Engineering Dual-Functional La–O Vacancy Associates in a LaMnO 3.15 Perovskite for Enhanced CO and VOC Oxidation

Synergistic activation of lattice oxygen and stabilization of oxygen vacancies are pivotal for optimizing oxygen chemistry and enhancing catalytic performance. However, oxygen vacancies are subjected to being filled and annihilated to form nonreactive lattice oxygen during volatile organic compound (VOC) combustion. Herein, we construct La vacancies to engineer La-O vacancy associates to bridge this dual functionality of stabilizing oxygen vacancies and activating lattice oxygen in the LaMnO_3.15 perovskite.
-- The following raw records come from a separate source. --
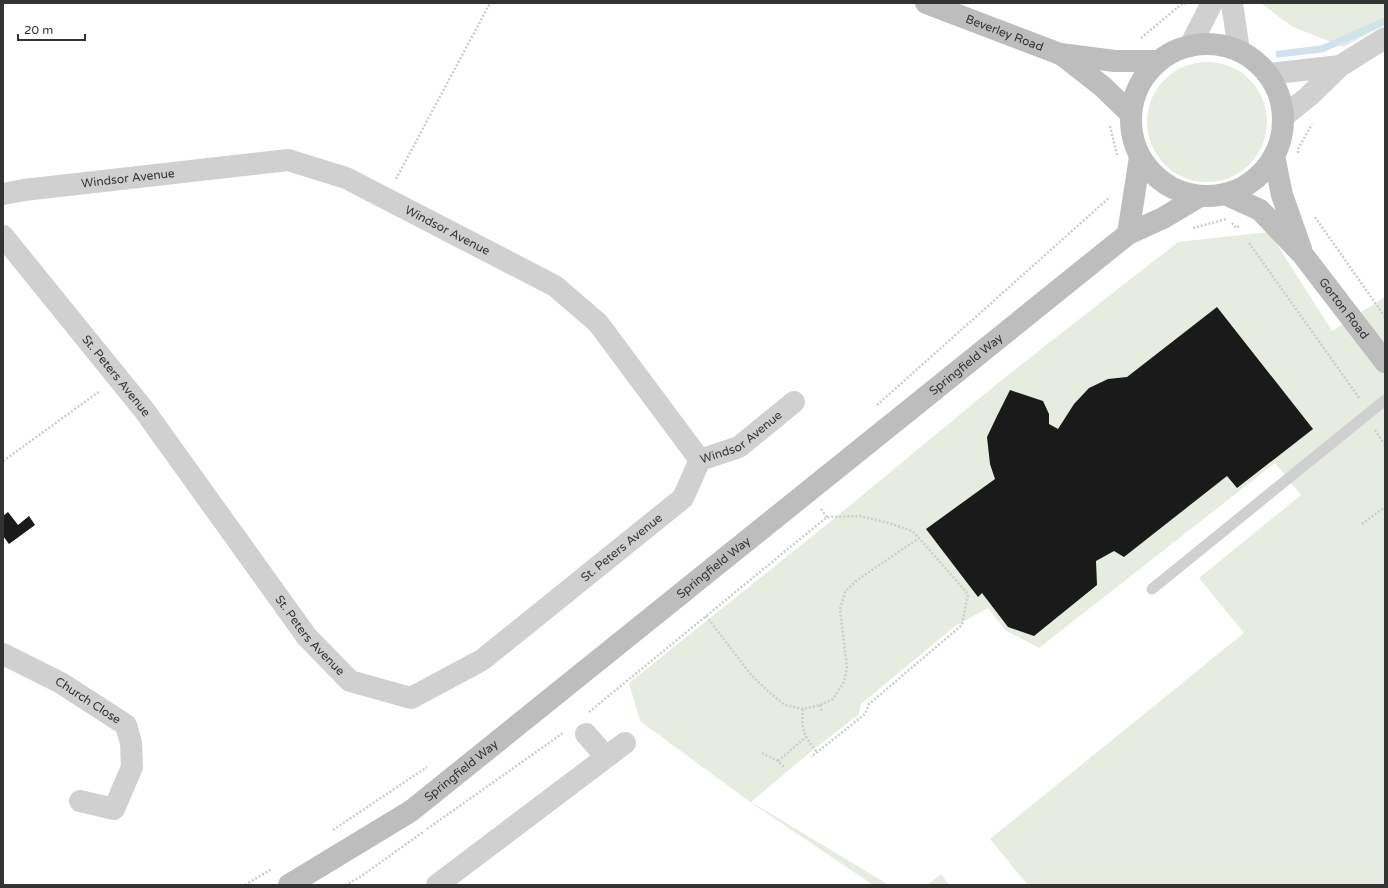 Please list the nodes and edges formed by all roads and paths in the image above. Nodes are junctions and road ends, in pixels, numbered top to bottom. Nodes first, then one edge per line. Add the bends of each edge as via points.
1 (490, 3) edge
2 (926, 3) edge
3 (1212, 3) edge
4 (1232, 3) edge
5 (1385, 38) edge
6 (1190, 46) junction
7 (1239, 51) junction
8 (1060, 54) junction
9 (1159, 61) junction
10 (1340, 66) junction
11 (1268, 74) junction
12 (1131, 114) junction
13 (1284, 117) junction
14 (1274, 156) junction
15 (1140, 157) junction
16 (1112, 191) dead end
17 (3, 194) edge
18 (1225, 194) junction
19 (1200, 196) junction
20 (386, 199) junction
21 (1314, 216) dead end
22 (1128, 234) junction
23 (3, 236) edge
24 (1250, 243) dead end
25 (1304, 255) junction
26 (1385, 318) edge
27 (1385, 362) edge
28 (119, 378) junction
29 (1385, 400) edge
30 (794, 402) dead end
31 (877, 405) dead end
32 (1365, 416) junction
33 (1385, 445) edge
34 (700, 460) junction
35 (3, 461) edge
36 (1385, 507) edge
37 (1362, 524) dead end
38 (919, 538) junction
39 (1152, 590) dead end
40 (706, 616) junction
41 (3, 654) edge
42 (820, 705) junction
43 (803, 709) junction
44 (822, 712) dead end
45 (581, 726) junction
46 (806, 738) junction
47 (626, 743) dead end
48 (817, 752) junction
49 (762, 753) dead end
50 (606, 757) junction
51 (811, 757) dead end
52 (778, 761) junction
53 (428, 766) dead end
54 (784, 767) dead end
55 (80, 801) dead end
56 (327, 834) dead end
57 (276, 866) dead end
58 (245, 885) edge
59 (289, 885) edge
60 (345, 885) edge
61 (437, 885) edge

1 - 20 path
2 - 8 main road, Beverley Road
3 - 6 street
4 - 7 street
5 - 10 street
6 - 7 main road via 1215,44
6 - 9 main road via 1174,51
7 - 11 main road via 1255,61
8 - 9 main road, Beverley Road via 1115,61
8 - 12 main road, Beverley Road via 1102,86
9 - 12 main road via 1145,76 1135,94
10 - 11 street
10 - 13 street
11 - 13 main road via 1279,94
12 - 15 main road via 1133,136
13 - 14 main road via 1282,138
14 - 18 main road via 1256,178 1245,186
14 - 25 main road, Gorton Road via 1282,195
15 - 19 main road via 1160,180 1176,190
15 - 22 main road
16 - 31 path via 1110,197 1085,221
17 - 20 street, Windsor Avenue via 288,160 346,178
18 - 19 main road
18 - 25 main road, Gorton Road via 1260,210
19 - 22 main road, Springfield Way via 1163,218
20 - 34 street, Windsor Avenue via 555,286 598,323
21 - 26 path
22 - 59 main road, Springfield Way via 411,812
23 - 28 street, St. Peters Avenue
24 - 32 path via 1360,397
25 - 27 main road, Gorton Road
28 - 34 street, St. Peters Avenue via 307,637 350,681 411,698 482,660 634,539 683,498
28 - 35 path
29 - 32 lane
30 - 34 street, Windsor Avenue via 739,447
32 - 33 path
32 - 39 lane
36 - 37 path
38 - 40 path via 912,531 860,516 827,517
38 - 42 path via 856,581 845,592 840,609 847,668 844,682 833,699
38 - 48 path via 968,594 962,626 869,704 865,714
40 - 43 path via 761,685 785,704
40 - 45 path
41 - 55 street, Church Close via 60,682 126,725 131,743 132,767 114,809
42 - 43 path
42 - 44 path
43 - 46 path via 802,722
45 - 50 street
45 - 60 path
46 - 48 path
46 - 52 path
47 - 50 street
48 - 51 path
49 - 52 path
50 - 61 street
52 - 54 path
53 - 56 path
57 - 58 path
Compared with single vacancies, vacancy associates induce molecular orbital reconstruction and electronic rearrangement within MnO₆ units. This facilitates lattice oxygen activation and oxygen migration to participate in the reaction, stabilizing oxygen vacancies. Thereby, a lower T₉₀ of 163 °C and a stronger stability lasting for 24 h can be achieved in CO combustion. Consequently, such La-O vacancy associates also exhibit enhanced performance in VOC (propane, toluene, and benzene) combustion. By combining a variety of in situ characterizations and density functional theory calculations, the synergy mechanism is revealed, where the lattice oxygen replenishment energy is significantly enhanced, while the oxygen vacancy formation energy adjacent to cation vacancies is markedly reduced. This work provides a fundamental understanding of the relationship between vacancy associates with oxygen chemistry and a promising strategy for catalytic combustion.